Reporters Carl Bernstein and Robert Woodward, who most famously peeled back each layer of the Watergate saga, wrote last week that then-president Nixon was “far worse” than they thought as a threat to the American system of governance.
To me, Watergate epitomizes the irreplaceable importance of a free press in pursuing a story in the face of government resistance or pooh-poohing of the original incident in this case as a “third-rate burglary,” in the words of the press secretary Ron Ziegler.
I believe that the 14month-long Watergate scandal and its aftermath, alas, also eroded and undermined the public’s confidence in government perhaps forever. It contaminated the nation’s idea of government as an instrument of possibility and promise. Politicians as a group have never regained the trust and confidence of the public.
Of course, it’s why the suffix “-gate” meaning scandal gets attached to any ongoing controversial story these days.
Watergate motivated the modern generation of journalists. It should remind reporters and editors that nothing comes easily, and no good story comes without hard, sometimes ingloriously mind-numbing, work. It reaffirmed persistence in finding ways to break a story, alternately using cajoling or legal challenges to hack through or work around roadblocks.
And Watergate taught us that, if the crime doesn’t get ‘em, the coverup will.
I’ll remember that Woodward and Bernstein spent many hours virtually alone and encountered as many dead ends as successes. I loved the fact they doggedly plowed through library book checkout receipts to make the first connection to burglars to the Republican National Committee and eventually the Nixon Administration.
I’ll always remember that often they had to resort to shoe leather and luck. To confirm a story a second and third source was demanded by the Post they knocked on doors of the homes of party and government officials who possibly could contribute to the story. They often cajoled their way in, getting reluctant people to furnish detail and nuance. Remember Bernstein drinking cup after cup of coffee, and using the excuse of using the bathroom to scribble notes furiously on toilet paper?
Watergate will be famous for Deep Throat’s advice to “follow the money,” usually information available from hints and notes in documents. And it glorified the anonymous source and off-the-record comments, unfortunately often misused and overly relied upon today. Senate hearings were the source of the “what did he know, and when did he know it?” remark used almost casually today.

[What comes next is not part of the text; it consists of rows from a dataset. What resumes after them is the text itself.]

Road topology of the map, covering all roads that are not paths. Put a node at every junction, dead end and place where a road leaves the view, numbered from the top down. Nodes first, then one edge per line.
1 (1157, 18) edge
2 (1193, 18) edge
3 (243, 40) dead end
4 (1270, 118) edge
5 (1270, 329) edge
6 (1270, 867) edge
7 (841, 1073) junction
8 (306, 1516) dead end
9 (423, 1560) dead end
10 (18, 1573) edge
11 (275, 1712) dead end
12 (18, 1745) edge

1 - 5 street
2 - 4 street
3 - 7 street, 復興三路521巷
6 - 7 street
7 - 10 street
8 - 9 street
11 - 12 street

Watergate is also the internal industry story of the clash of reporters and editors, each with their separate role to a common goal. Reporters are bound to get the story but editors have the responsibility to be sure it’s right, to ask the questions that keep the inquiry focused and harangue reporters to check and recheck facts.

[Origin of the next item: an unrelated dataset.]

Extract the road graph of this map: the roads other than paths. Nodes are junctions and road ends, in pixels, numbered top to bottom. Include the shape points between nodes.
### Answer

The message of Watergate simultaneously celebrates the liberties of a republic, and warns of the dangers and responsibilities of keeping it.
BTW the ubiquitous Internet tells me there is a National Journalism Day and it’s Nov. 17. That’s the day President Nixon, in a press conference, famously declared, “I am not a crook.”
Fair enough, but we never would have gotten there without June 17 and the indefatigable work and tenacity of journalists who followed.
Gene Robbins is managing editor of the Hillsborough Beacon and Manville News in the Packet Media Group.